Tourismus

Wer am besten kooperiert

Peter Grunder – 18. Mai 2017
Die Schweiz hat weltweit ein hervorragendes Image. Aber am Welt Tourismus Forum in Luzern wurde klar, wie wenig Schweizer Touristiker damit zu tun haben.

ast etwas unangenehm, scherzte Simon Anholt nach einer Weile.

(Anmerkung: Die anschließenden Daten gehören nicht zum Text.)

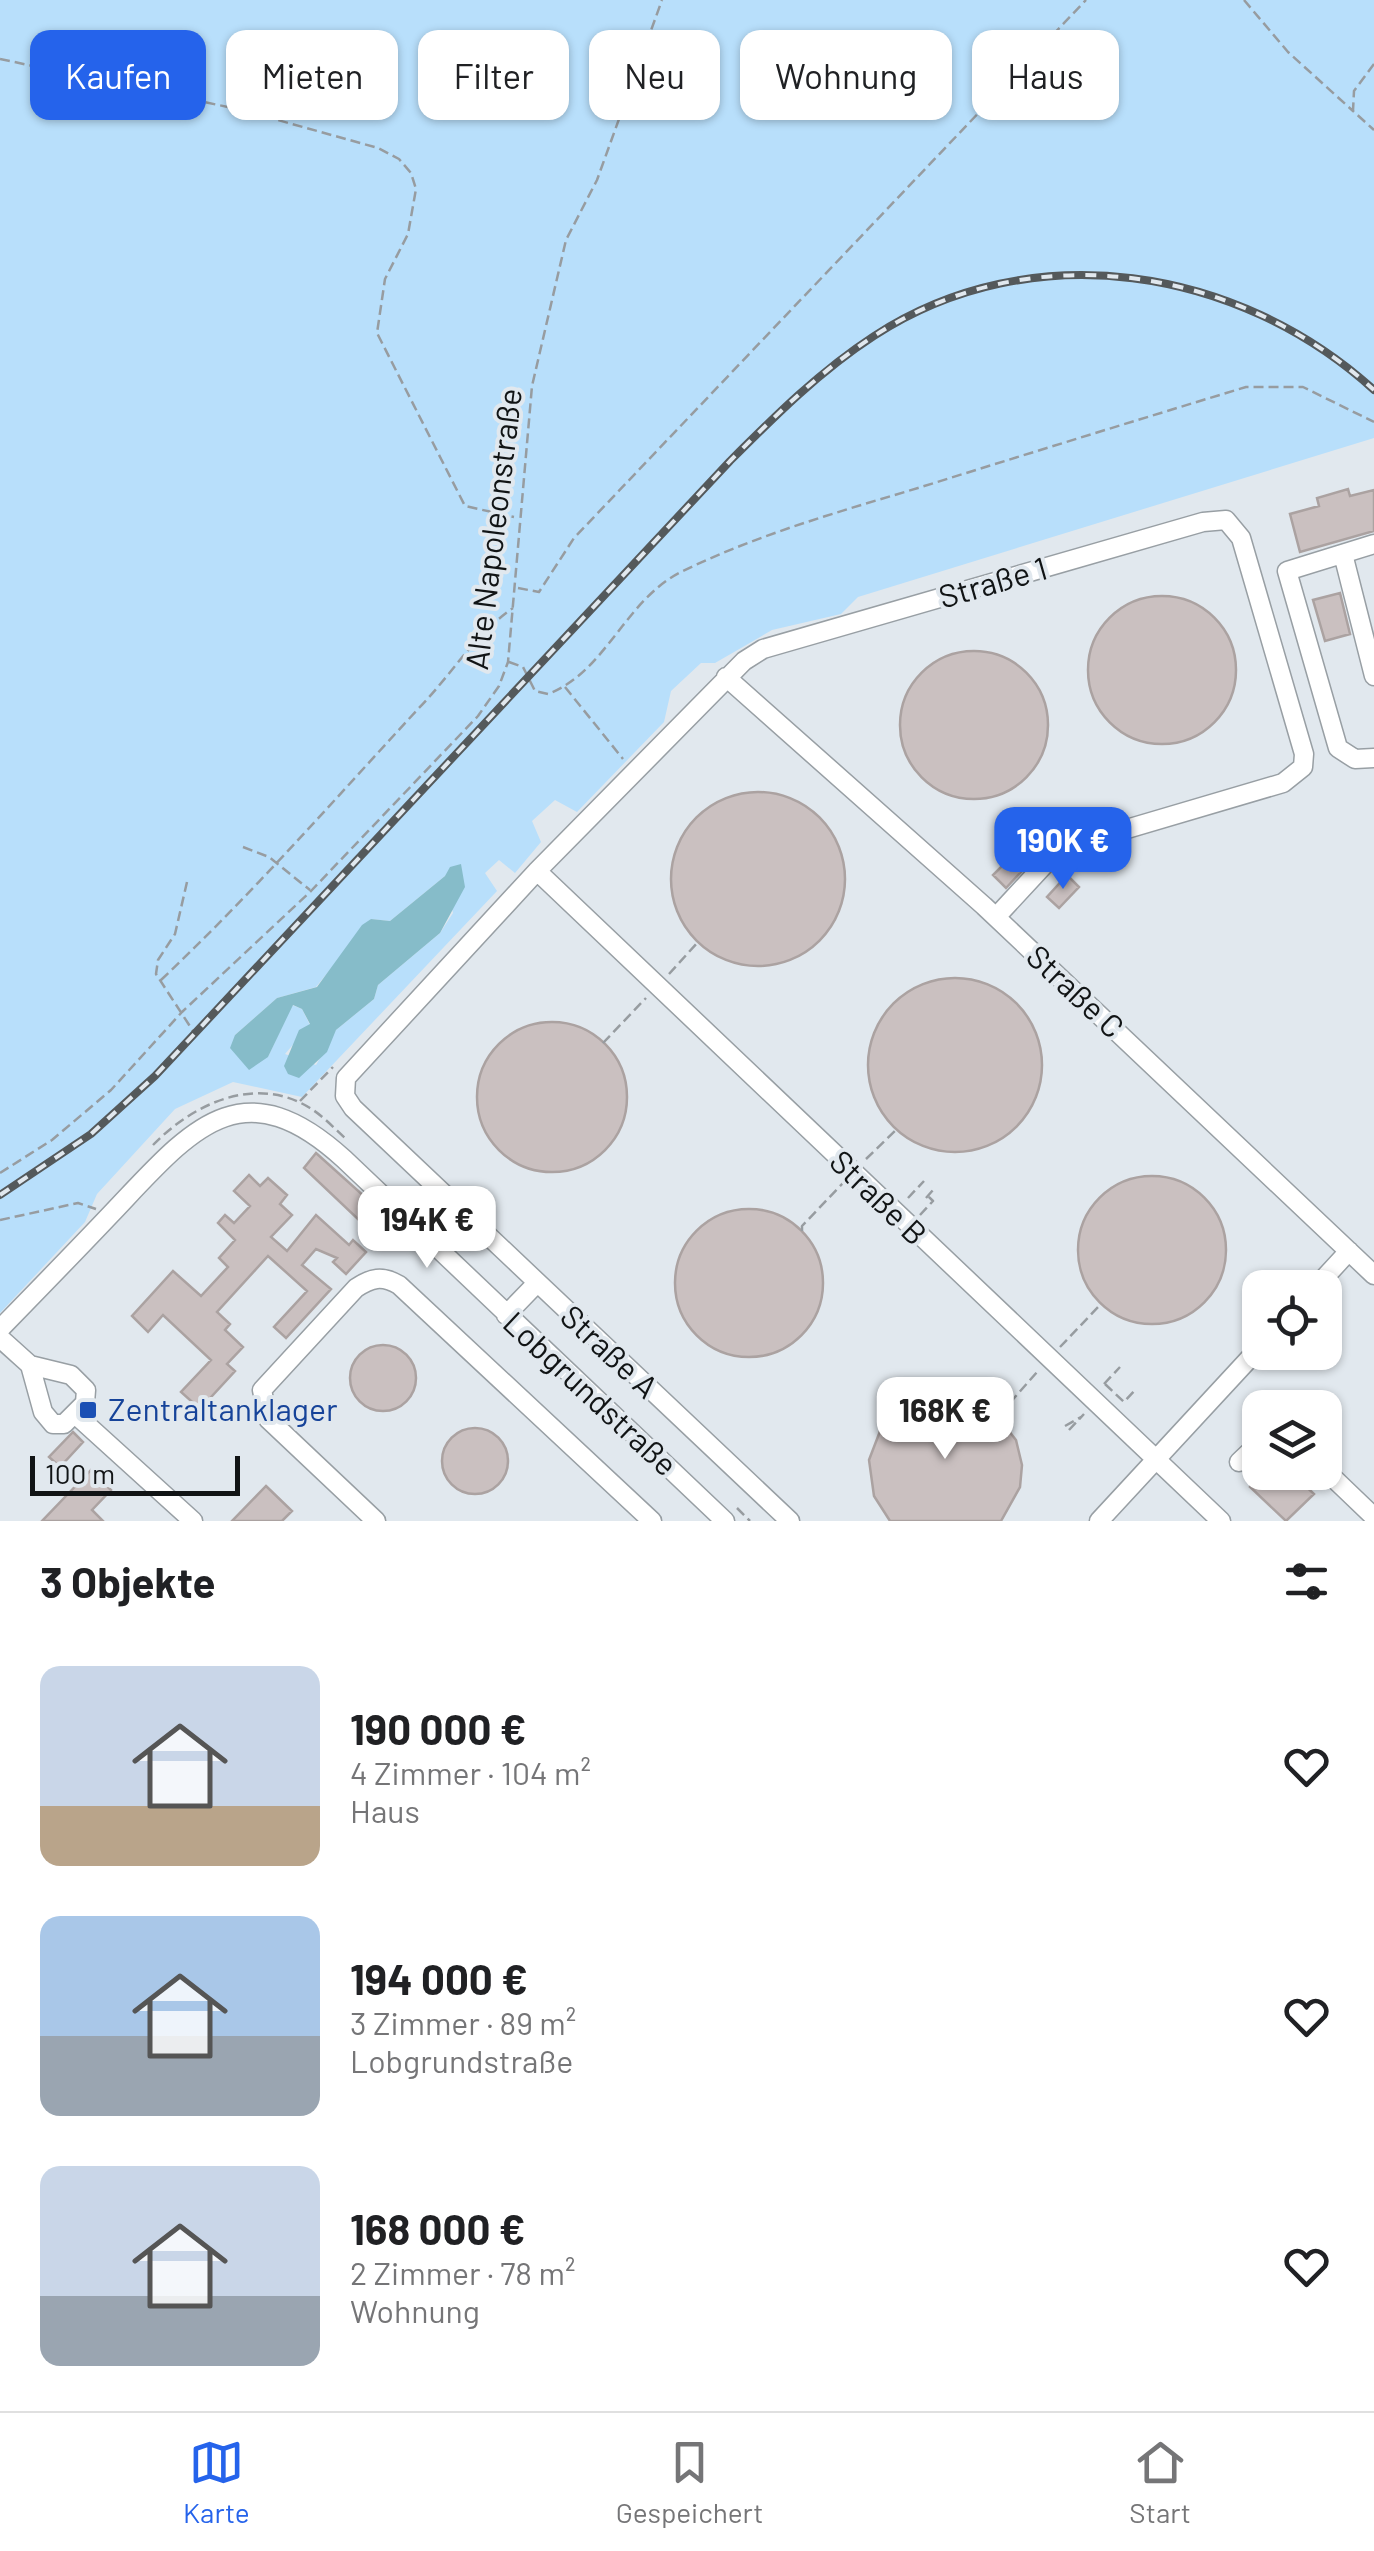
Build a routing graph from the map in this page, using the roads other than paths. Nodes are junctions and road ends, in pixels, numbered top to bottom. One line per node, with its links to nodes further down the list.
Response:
1 (1374, 544): 2 (street)
2 (1343, 554): 3 (street); 5 (street)
3 (1374, 676)
4 (726, 677): 6 (street, Straße 1); 7 (street, Straße C); 7 (street, Straße 1)
5 (1374, 758)
6 (537, 871): 8 (street, Straße 1); 19 (street, Straße B)
7 (996, 917): 9 (street, Straße C)
8 (345, 1096): 12 (street, Straße A)
9 (1349, 1251): 10 (street); 11 (street, Straße C)
10 (1332, 1270)
11 (1374, 1275)
12 (536, 1284): 13 (street); 28 (street, Straße A)
13 (506, 1315): 14 (street, Lobgrundstraße); 27 (street, Lobgrundstraße)
14 (0, 1329)
15 (0, 1338): 16 (street)
16 (30, 1365): 18 (street); 18 (street)
17 (1242, 1366): 19 (street)
18 (75, 1414): 24 (street)
19 (1156, 1459): 29 (street); 30 (street, Straße B)
20 (1242, 1459): 21 (street)
21 (1239, 1462)
22 (1342, 1487): 23 (street)
23 (1371, 1516)
24 (193, 1521)
25 (376, 1521): 26 (street)
26 (652, 1521)
27 (725, 1521)
28 (790, 1521)
29 (1099, 1521)
30 (1222, 1521)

Dies zumal eine hochkarätige Runde Anfang Mai im KKL Luzern die Ohren spitzte: Richard Kämpf, Tourismus-Chef beim Bund, Jürg Schmid von Schweiz Tourismus oder Marcel Perren von der Luzerner DMO.

Fünf Image-Treiber
Laut Simon Anholt treiben vorab fünf Bereiche das Image eines Landes – und womöglich alle Bilder, die man sich macht:
  • Moral: ut oder nicht?
  • Ästhetik: schön oder nicht?
  • Relevanz: Beziehung oder nicht?
  • Stärke: stark oder nicht?
  • Anspruch: zivilisiert oder nicht?
    www.good.country
Die Aufmerksamkeit für Anholt kam nicht von ungefähr, der Brite ist in seinem Feld einzigartig (vgl. Kasten). Und Anholt erfreute und frustrierte die vereinigten Touristiker zugleich. «Tourismusmarketing funktioniert», stellte Anholt klar, «je mehr man ausgibt, desto mehr kommen.» Aber aufs Image habe das «keinen Einfluss». Mit Blick aufs Image sei die «wirkliche Herausforderung politisch». Dabei gehe es nicht mehr um links oder rechts. «Die Hauptsache ist, ob man zurück und in sich schaut oder vorwärts und hinaus.» Dabei stehe die Schweiz teilweise besser da, als sie es in Realität sei, doch das Richtige zu tun sei «lächerlich einfach: schweizerisch bleiben, schweizerischer werden». Mit Blick auf den Tourismus sieht Anholt mehr Komplexität: Zwar gebe es einen klaren Zusammenhang zwischen gutem Image und guten Zahlen. Aber es sei wohl «noch nie so schwer gewesen, im Tourismus zu arbeiten». Man müsse versuchen, «das Chaos im Chaos zu verstehen und nicht panisch zu werden» – etwa mit Preisdumping. Weil laut Anholt jedoch grundsätzlich «am wettbewerbsfähigsten ist, wer am besten kooperiert», wirkt sein Ratschlag auch hier bestechend klar und plausibel. «Das Beste, was ‹Schweiz Tourismus› tun kann, ist für mehr Kooperation zu sorgen.» Alles, was man hier reinstecke, komme mehrfach zurück, betont Anholt – und stützt sich auch hier nicht auf Ideologien, sondern auf wissenschaftliche Fakten. Die Schweizer Touristiker hörten die Botschaft, wie beispielhaft Marcel Perren zeigte: In Luzern kooperiere man eng und branchenüber­greifend – «und es funktioniert». Die Schlussfolgerung aus Anholts Erläuterungen war denn auch klar: Die Schweiz und ihr Tourismus brauchen integrierte Standort­förderung, wie sie 2004 auf Bundesebene zuletzt erfolglos angepackt worden war. Ob die Botschaft allerdings auf Bundesebene überhaupt ankommen kann, ist mehr als fraglich – zumal selbst Simon Anholt systemische Bedenken hat (vgl. Interview).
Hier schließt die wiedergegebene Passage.